Et puis pour paraphraser Marmont, sans les coups d’état, l'Empereur n'eut pas régné

Drouet Cyril a écrit :
C'est au nom de ce décret que Marmont entama des pourparlers de défection auprès de l'ennemi.

Le décret ne met pas fin à la guerre et n'autorise pas Marmont à entrer en négociation. C'est là que réside la trahison.

Drouet Cyril a écrit :
Marmont, si l'on s'en tient à son argumentaire, n'envisageait pas de passer dans le camp de l'ennemi mais de rester dans celui de la France ; quitter l'armée impériale avec ses troupes ayant pour dessein d'éviter la guerre civile et de stopper l'effusion du sang français.

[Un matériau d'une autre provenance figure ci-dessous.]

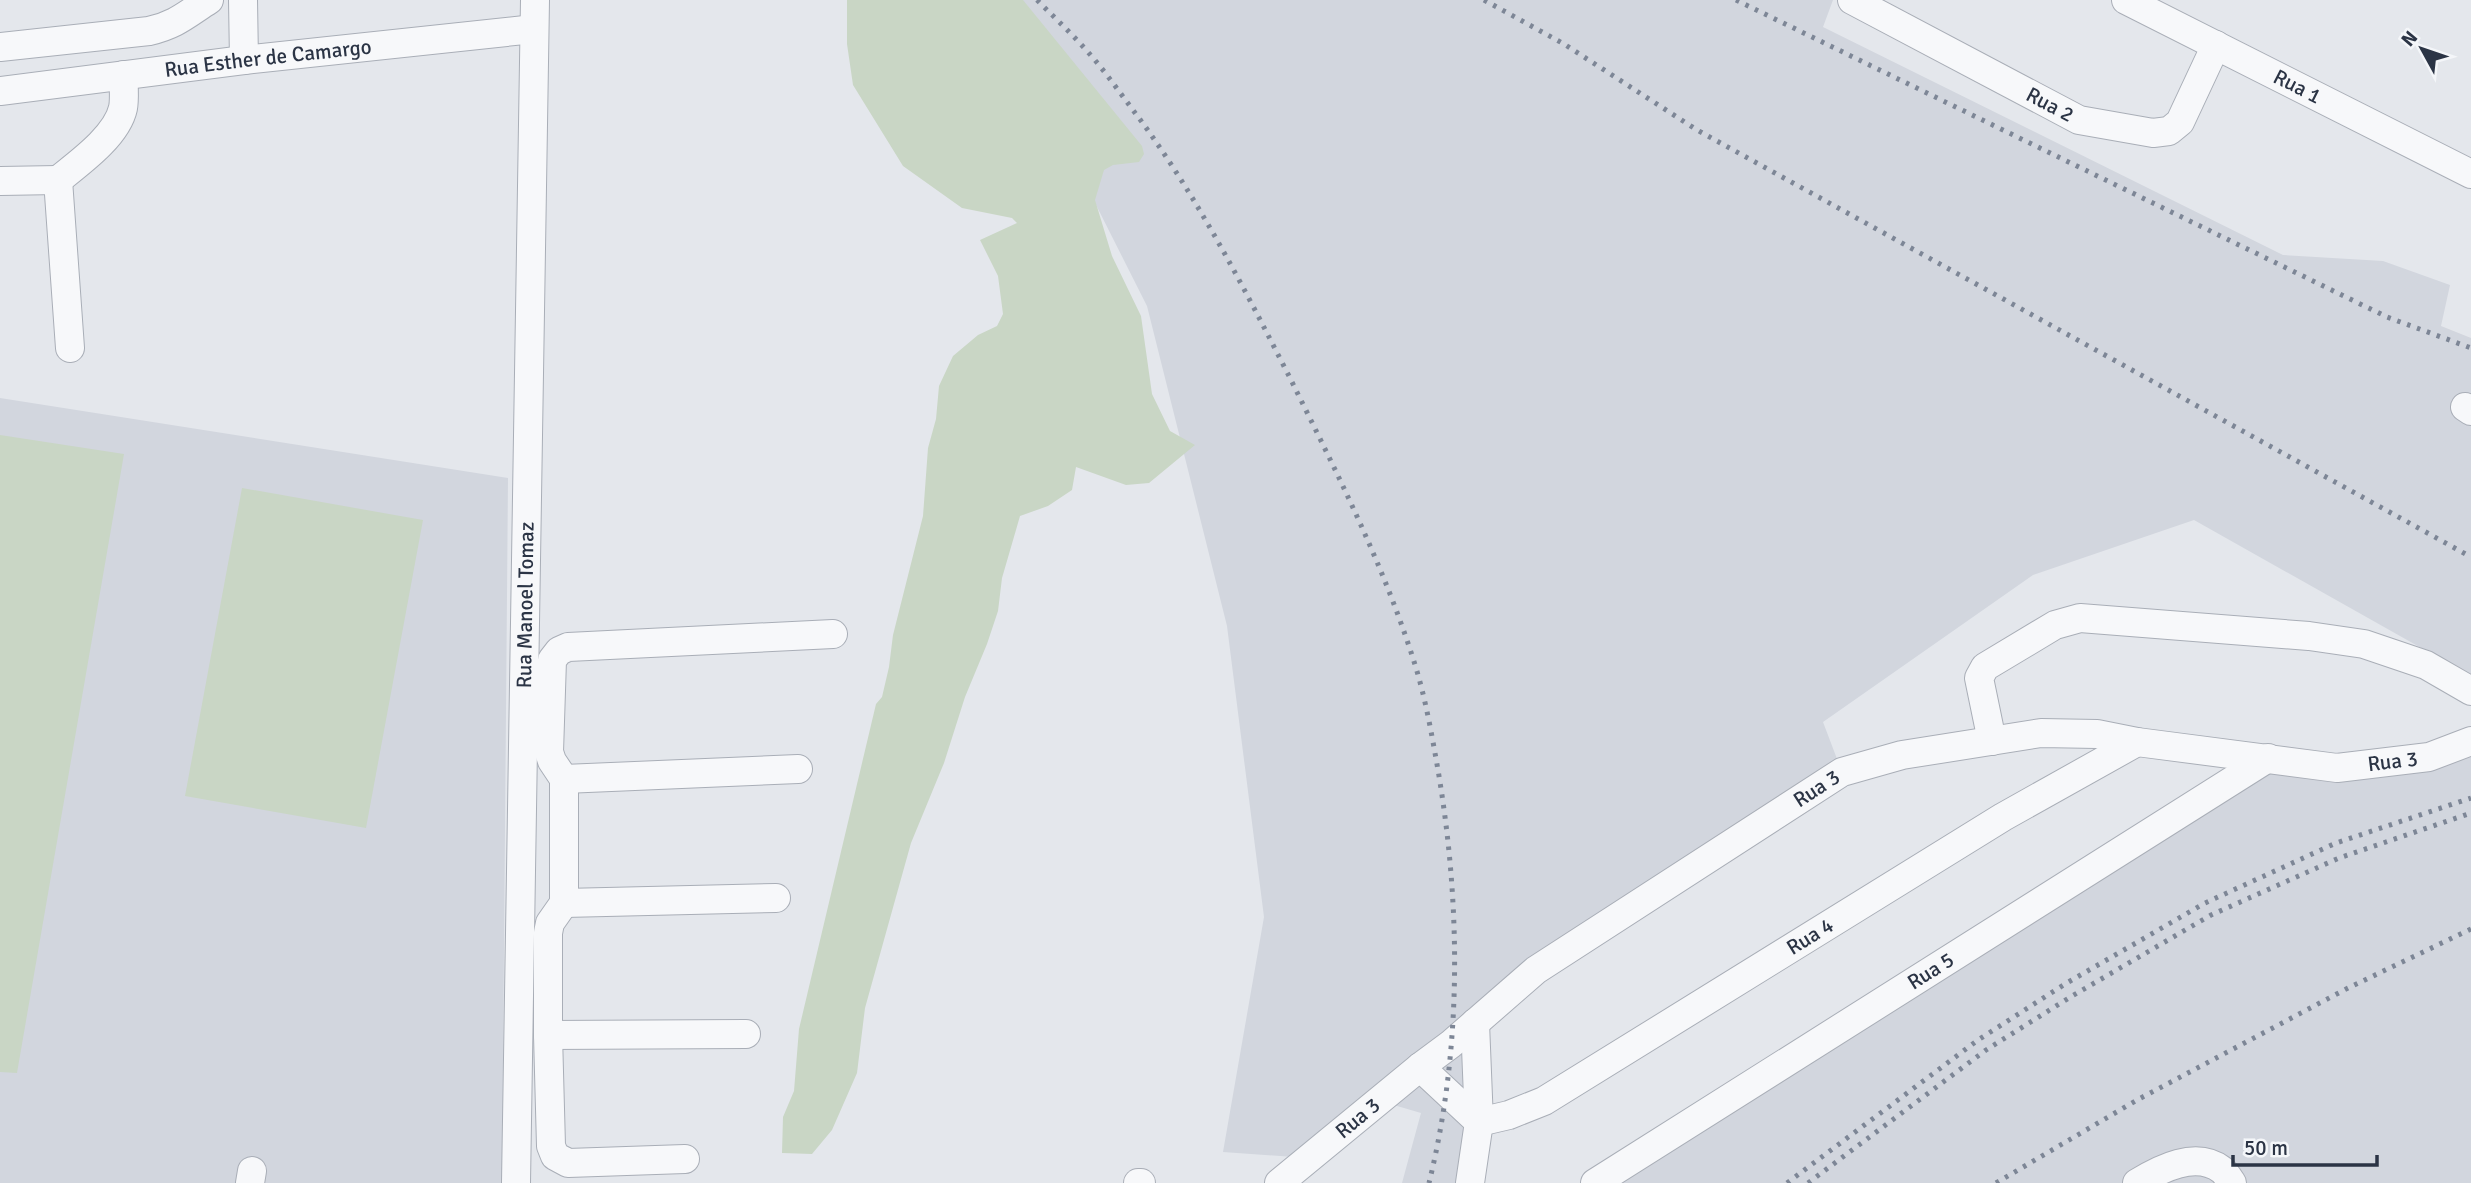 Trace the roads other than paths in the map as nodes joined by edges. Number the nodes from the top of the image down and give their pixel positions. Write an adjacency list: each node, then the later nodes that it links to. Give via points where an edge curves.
1 (209, 0): 8 (street, via 168,27)
2 (243, 0): 9 (street)
3 (535, 0): 6 (street, Rua Manoel Tomaz)
4 (1852, 0): 7 (street, Rua 2, via 2079,120 2153,133 2169,131 2180,122)
5 (2126, 0): 7 (street, Rua 1)
6 (534, 29): 9 (street, Rua Esther de Camargo); 24 (street, Rua Manoel Tomaz)
7 (2216, 45): 12 (street, Rua 1)
8 (0, 47)
9 (244, 60): 10 (street, Rua Esther de Camargo)
10 (124, 75): 11 (street, Rua Esther de Camargo); 13 (street, via 122,109 113,129)
11 (0, 91)
12 (2471, 174)
13 (58, 180): 14 (street); 15 (street)
14 (0, 181)
15 (70, 348)
16 (833, 634): 23 (street, via 559,650 552,660 549,752)
17 (2471, 691): 18 (street, via 2426,665 2364,644 2080,618 2055,625 1985,667 1979,678)
18 (1993, 741): 20 (street, Rua 3, via 2040,733 2096,734); 28 (street, Rua 3, via 1902,755 1842,772 1536,970)
19 (2471, 741): 21 (street, Rua 3, via 2429,757 2337,768)
20 (2137, 742): 21 (street, Rua 3); 32 (street, Rua 4, via 2003,817 1545,1101)
21 (2268, 758): 37 (street, Rua 5)
22 (798, 769): 23 (street)
23 (564, 779): 25 (street)
24 (520, 870): 25 (street); 34 (street, Rua Manoel Tomaz)
25 (563, 872): 27 (street)
26 (776, 898): 27 (street)
27 (564, 903): 30 (street, via 548,933)
28 (1475, 1023): 31 (street, Rua 3); 32 (street)
29 (746, 1034): 30 (street)
30 (548, 1035): 33 (street, via 555,1156 568,1163)
31 (1420, 1067): 32 (street); 35 (street, Rua 3)
32 (1479, 1122): 36 (street)
33 (685, 1159)
34 (516, 1183)
35 (1279, 1183)
36 (1470, 1183)
37 (1595, 1183)
38 (2137, 1183): 39 (street, via 2160,1169 2194,1160 2221,1169)
39 (2232, 1183)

C'était en effet l'objectif. Mais le moyen choisi le place dans la situation d'être au pouvoir de l'ennemi. Il pouvait se retirer d'Essonne sans passer au travers des lignes ennemies. Il n'ignore pas que les coalisés ont violé la capitulation de Dantzig et de Dresde.
Il n'ignore pas non plus que par son mouvement, il met en danger les militaires français restés à Fontainebleau. Rien dans son traité avec Schwarzenberg n'interdit les coalisés de profiter du mouvement de Marmont pour attaquer Fontainebleau par surprise.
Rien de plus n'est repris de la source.